Shira felt a thumping on her bedroom floor. She got up from her desk and ran into the living room. Sure enough, Dad was home. Shira watched him lug his bulky cello case through the door and over to the corner by the piano where it was stored. Her father taught cello at a nearby university and had an hour’s drive to work. He always got home later than the family wished. Now he went over to the kitchen doorway where her mother was wiping her soapy hands on a towel. Shira saw her mom say something to her dad, and then he hugged her. Seeing his daughter, Dad walked back into the living room and did the same to Shira.
“How’s my little songbird?”
Shira read his smiling lips.
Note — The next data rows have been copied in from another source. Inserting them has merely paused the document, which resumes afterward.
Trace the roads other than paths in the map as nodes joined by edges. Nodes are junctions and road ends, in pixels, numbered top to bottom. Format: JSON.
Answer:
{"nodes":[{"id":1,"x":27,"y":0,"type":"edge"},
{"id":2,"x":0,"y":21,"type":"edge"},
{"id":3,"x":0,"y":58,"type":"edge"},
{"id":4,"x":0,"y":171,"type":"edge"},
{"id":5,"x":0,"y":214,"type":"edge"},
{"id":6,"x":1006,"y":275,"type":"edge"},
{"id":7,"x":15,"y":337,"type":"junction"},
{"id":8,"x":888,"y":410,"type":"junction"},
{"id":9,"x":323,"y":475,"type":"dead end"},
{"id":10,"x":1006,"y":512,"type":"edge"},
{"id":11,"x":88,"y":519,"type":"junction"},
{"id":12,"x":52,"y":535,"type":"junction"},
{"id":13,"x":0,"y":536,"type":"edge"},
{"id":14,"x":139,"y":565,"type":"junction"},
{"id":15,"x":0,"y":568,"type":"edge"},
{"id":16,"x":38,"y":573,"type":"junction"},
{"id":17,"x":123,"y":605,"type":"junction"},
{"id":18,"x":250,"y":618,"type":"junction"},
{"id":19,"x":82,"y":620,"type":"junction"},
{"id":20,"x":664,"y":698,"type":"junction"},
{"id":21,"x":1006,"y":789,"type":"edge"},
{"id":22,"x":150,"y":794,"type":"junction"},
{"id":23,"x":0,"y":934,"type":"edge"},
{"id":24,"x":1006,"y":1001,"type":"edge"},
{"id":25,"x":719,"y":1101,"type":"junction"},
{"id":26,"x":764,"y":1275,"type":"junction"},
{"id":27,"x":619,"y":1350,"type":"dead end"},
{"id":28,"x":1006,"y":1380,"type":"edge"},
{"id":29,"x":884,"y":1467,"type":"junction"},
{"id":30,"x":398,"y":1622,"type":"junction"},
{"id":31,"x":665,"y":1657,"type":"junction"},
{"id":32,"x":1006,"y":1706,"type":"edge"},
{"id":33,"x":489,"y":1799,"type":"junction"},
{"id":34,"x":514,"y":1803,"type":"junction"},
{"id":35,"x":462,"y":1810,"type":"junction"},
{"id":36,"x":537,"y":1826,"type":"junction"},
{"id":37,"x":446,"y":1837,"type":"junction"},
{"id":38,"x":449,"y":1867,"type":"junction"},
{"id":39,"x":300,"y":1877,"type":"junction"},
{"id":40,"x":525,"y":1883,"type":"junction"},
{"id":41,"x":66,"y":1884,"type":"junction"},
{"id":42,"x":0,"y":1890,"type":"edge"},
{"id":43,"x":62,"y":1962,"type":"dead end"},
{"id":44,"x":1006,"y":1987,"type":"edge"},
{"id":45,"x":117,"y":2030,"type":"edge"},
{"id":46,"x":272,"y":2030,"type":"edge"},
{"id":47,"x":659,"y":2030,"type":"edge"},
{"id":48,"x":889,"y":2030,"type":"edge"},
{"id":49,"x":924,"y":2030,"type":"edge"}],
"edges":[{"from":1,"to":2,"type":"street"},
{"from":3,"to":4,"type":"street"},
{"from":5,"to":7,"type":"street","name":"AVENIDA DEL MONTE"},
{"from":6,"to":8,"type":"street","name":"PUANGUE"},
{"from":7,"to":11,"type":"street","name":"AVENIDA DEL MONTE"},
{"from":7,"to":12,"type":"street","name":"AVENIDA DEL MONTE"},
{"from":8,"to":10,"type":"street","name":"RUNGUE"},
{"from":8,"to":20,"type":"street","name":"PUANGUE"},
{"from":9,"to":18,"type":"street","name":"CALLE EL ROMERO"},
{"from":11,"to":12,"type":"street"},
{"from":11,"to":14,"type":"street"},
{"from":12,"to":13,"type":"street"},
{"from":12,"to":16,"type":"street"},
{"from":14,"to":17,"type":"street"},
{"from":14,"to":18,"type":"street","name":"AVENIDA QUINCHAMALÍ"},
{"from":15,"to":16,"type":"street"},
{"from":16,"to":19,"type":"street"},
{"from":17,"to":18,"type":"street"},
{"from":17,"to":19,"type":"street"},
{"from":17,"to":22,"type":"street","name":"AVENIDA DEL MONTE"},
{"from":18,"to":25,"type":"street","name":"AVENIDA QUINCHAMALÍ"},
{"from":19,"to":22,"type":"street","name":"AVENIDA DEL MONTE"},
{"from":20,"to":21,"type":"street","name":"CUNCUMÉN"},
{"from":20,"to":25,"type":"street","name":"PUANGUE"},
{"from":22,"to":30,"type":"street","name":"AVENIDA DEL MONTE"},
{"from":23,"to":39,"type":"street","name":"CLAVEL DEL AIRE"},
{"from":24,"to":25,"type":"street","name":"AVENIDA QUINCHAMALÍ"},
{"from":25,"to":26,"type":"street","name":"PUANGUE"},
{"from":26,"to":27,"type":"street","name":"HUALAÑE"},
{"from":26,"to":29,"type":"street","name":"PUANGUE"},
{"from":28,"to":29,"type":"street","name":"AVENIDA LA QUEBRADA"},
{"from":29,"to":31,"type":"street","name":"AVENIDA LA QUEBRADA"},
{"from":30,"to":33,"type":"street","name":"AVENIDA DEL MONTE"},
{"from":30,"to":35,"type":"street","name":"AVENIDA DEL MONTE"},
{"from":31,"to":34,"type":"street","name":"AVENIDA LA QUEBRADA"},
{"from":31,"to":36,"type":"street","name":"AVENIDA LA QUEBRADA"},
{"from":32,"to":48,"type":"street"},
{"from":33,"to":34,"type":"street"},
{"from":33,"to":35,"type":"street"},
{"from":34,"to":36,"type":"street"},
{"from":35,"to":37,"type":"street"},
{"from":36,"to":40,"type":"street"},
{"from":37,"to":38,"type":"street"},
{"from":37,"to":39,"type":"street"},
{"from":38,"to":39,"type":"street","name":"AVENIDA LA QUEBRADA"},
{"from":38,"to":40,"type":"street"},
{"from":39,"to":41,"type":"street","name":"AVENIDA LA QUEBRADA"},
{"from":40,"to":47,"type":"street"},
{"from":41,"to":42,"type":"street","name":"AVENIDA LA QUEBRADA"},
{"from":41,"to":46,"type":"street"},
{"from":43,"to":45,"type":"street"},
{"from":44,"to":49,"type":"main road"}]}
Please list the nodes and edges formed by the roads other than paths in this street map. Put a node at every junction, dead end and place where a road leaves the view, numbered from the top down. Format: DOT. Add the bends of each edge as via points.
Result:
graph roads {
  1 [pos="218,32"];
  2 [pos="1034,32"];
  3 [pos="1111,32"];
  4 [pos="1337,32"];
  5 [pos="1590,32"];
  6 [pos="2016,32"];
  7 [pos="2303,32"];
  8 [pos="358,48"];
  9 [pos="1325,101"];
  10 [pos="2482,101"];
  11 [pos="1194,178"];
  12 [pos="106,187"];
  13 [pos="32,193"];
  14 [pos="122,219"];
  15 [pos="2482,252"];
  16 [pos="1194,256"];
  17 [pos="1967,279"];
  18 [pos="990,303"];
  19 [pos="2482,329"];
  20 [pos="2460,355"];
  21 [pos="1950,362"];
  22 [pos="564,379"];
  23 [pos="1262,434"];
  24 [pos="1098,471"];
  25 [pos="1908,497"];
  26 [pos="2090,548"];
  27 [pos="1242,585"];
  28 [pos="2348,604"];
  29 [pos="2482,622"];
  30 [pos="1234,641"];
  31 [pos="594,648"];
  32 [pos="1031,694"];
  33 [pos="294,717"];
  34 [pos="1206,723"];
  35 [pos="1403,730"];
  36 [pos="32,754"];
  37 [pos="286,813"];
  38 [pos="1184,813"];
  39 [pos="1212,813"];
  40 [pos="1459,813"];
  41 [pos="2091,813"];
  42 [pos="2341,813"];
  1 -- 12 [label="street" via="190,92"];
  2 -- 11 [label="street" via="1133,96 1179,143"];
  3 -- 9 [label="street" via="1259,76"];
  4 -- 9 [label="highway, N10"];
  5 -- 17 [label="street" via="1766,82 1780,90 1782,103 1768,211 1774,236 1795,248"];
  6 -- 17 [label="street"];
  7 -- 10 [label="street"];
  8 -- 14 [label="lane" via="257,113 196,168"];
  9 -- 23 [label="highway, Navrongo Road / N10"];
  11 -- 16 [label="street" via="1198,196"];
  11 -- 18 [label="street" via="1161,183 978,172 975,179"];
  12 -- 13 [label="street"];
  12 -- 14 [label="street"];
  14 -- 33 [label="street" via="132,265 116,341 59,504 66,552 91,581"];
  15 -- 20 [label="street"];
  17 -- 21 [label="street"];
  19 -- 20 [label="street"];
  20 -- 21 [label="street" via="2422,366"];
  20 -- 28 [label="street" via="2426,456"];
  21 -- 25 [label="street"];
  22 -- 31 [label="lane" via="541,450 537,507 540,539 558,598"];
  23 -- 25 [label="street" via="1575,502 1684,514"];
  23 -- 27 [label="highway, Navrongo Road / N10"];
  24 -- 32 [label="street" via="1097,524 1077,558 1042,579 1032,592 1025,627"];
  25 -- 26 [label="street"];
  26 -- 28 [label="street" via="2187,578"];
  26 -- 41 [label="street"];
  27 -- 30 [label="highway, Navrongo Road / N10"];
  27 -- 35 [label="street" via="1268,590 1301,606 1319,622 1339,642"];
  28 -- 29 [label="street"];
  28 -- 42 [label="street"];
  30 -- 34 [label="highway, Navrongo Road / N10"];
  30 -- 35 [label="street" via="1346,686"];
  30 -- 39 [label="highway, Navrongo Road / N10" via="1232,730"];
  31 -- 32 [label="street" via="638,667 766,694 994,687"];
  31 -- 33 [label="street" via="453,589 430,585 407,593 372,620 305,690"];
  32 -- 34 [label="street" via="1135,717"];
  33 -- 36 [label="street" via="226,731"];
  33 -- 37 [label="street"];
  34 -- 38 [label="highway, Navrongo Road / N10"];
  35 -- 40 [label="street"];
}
Shira. The name meant song, which was ironic for a girl who had been deaf since she was seven years old. The last sound she remembered as she lay in the hospital bed was her mother saying, “It’s getting worse.” That night had been a sleepless one. When morning came, Shira was frightened when she watched her mother greet her but could not hear what she was saying. She’d watched her brother, Nolan, go off to school in the days that followed, disappointed that she had to stay home to be taught by her mother, who was struggling to learn signs herself. These days, however, Shira didn’t regret staying home since Maxwell Junior High kept Nolan on an undesirably busy schedule. There were better things to be doing than sitting in a class at seven-thirty am—like sleeping! A few hours of extra rest, though, could hardly make up for the discouragement she felt in being so different and difficult to talk with. She was grateful for the group of faithful friends who saw past the speech barrier, but at times it could be frustrating when others were afraid to talk to her. She also longed to hear again the warm tones of her father’s cello. She cherished the memories of when he used to take it out and play for her after suppers long ago. In those days she’d had a cello of her own, and many a happy lesson she had spent scratching blissfully away as he patiently instructed her.
Now she turned to him and asked, “How was teaching today, Dad?”
“Not too bad,” she read his lips in answer. “Only, the kids are so worn out from their lessons with Mrs. Etterson. Their technique is so stiff and they have a hard time playing relaxed. I’ve tried talking to her about it, but she seems to be set in her ways.”
Mrs. Etterson was the other cello teacher at the school. Her lessons were always unpleasant and her practice requirements always unrealistic and unhealthy. Shira had gone to school with her dad several times and admired the way he not only demonstrated passages with skill but encouraged the students to experiment and figure things out for themselves. Mrs. Etterson did not. With her, everything was “my way or the highway.”
“I’m sorry about that. You should really talk to the board. They need a different teacher.”
“You’re probably right, but for now I’m just happy to be home. Howdy, Nolan!”
Nolan came down the stairs, having just emerged from the shower after a vigorous basketball practice. His short, towel-dried hair stood up in wet spikes on his head. “Hey, Dad,” Shira read his reply. Dad went on with something like “How was practice,” to which Nolan, looking very tired, gave a short answer and plopped down on the old, overstuffed couch.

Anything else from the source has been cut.